- [REQUIRED ACTION]
Before you reproduce the entries that follow, strip out any image they contain and keep the rest exact.

- [GIVEN DATA]

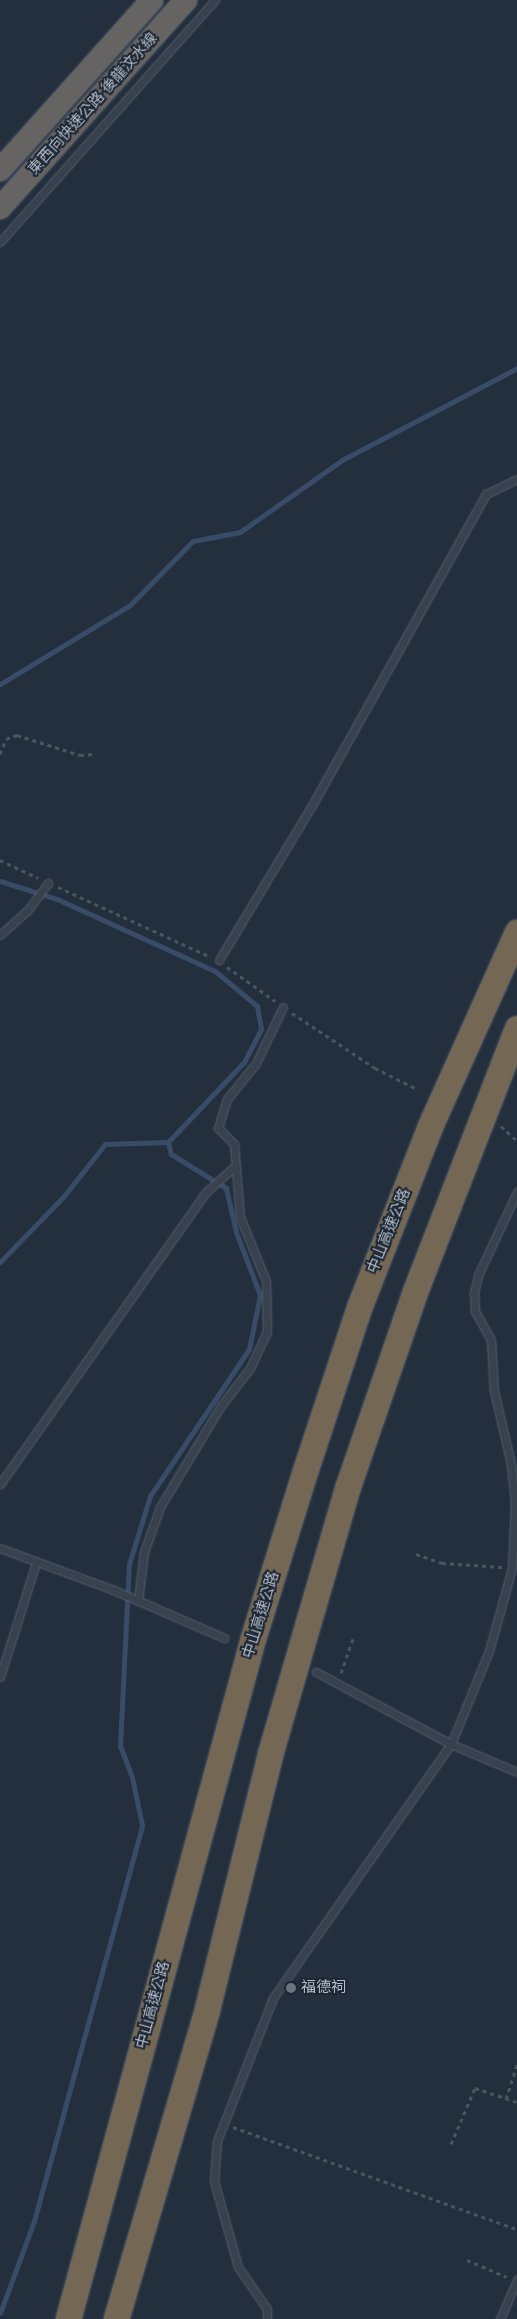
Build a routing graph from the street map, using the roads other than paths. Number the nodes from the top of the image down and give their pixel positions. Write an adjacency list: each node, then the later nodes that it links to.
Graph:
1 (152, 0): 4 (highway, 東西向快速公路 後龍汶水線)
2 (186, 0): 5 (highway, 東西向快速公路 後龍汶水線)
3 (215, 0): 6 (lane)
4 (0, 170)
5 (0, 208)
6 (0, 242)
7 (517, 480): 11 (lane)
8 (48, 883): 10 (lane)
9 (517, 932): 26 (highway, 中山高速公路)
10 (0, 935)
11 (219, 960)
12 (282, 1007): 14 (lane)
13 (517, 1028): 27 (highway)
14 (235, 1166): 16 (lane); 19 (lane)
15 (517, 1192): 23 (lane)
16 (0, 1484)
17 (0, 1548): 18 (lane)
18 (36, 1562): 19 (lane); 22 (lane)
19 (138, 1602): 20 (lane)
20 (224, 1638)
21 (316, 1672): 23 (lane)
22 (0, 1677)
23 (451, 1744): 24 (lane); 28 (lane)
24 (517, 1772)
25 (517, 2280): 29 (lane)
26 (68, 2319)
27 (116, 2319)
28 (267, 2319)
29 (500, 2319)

- [THE ANSWER]
Build a routing graph from the street map, using the roads other than paths. Number the nodes from the top of the image down and give their pixel positions. Write an adjacency list: each node, then the later nodes that it links to.
Graph:
1 (152, 0): 4 (highway, 東西向快速公路 後龍汶水線)
2 (186, 0): 5 (highway, 東西向快速公路 後龍汶水線)
3 (215, 0): 6 (lane)
4 (0, 170)
5 (0, 208)
6 (0, 242)
7 (517, 480): 11 (lane)
8 (48, 883): 10 (lane)
9 (517, 932): 26 (highway, 中山高速公路)
10 (0, 935)
11 (219, 960)
12 (282, 1007): 14 (lane)
13 (517, 1028): 27 (highway)
14 (235, 1166): 16 (lane); 19 (lane)
15 (517, 1192): 23 (lane)
16 (0, 1484)
17 (0, 1548): 18 (lane)
18 (36, 1562): 19 (lane); 22 (lane)
19 (138, 1602): 20 (lane)
20 (224, 1638)
21 (316, 1672): 23 (lane)
22 (0, 1677)
23 (451, 1744): 24 (lane); 28 (lane)
24 (517, 1772)
25 (517, 2280): 29 (lane)
26 (68, 2319)
27 (116, 2319)
28 (267, 2319)
29 (500, 2319)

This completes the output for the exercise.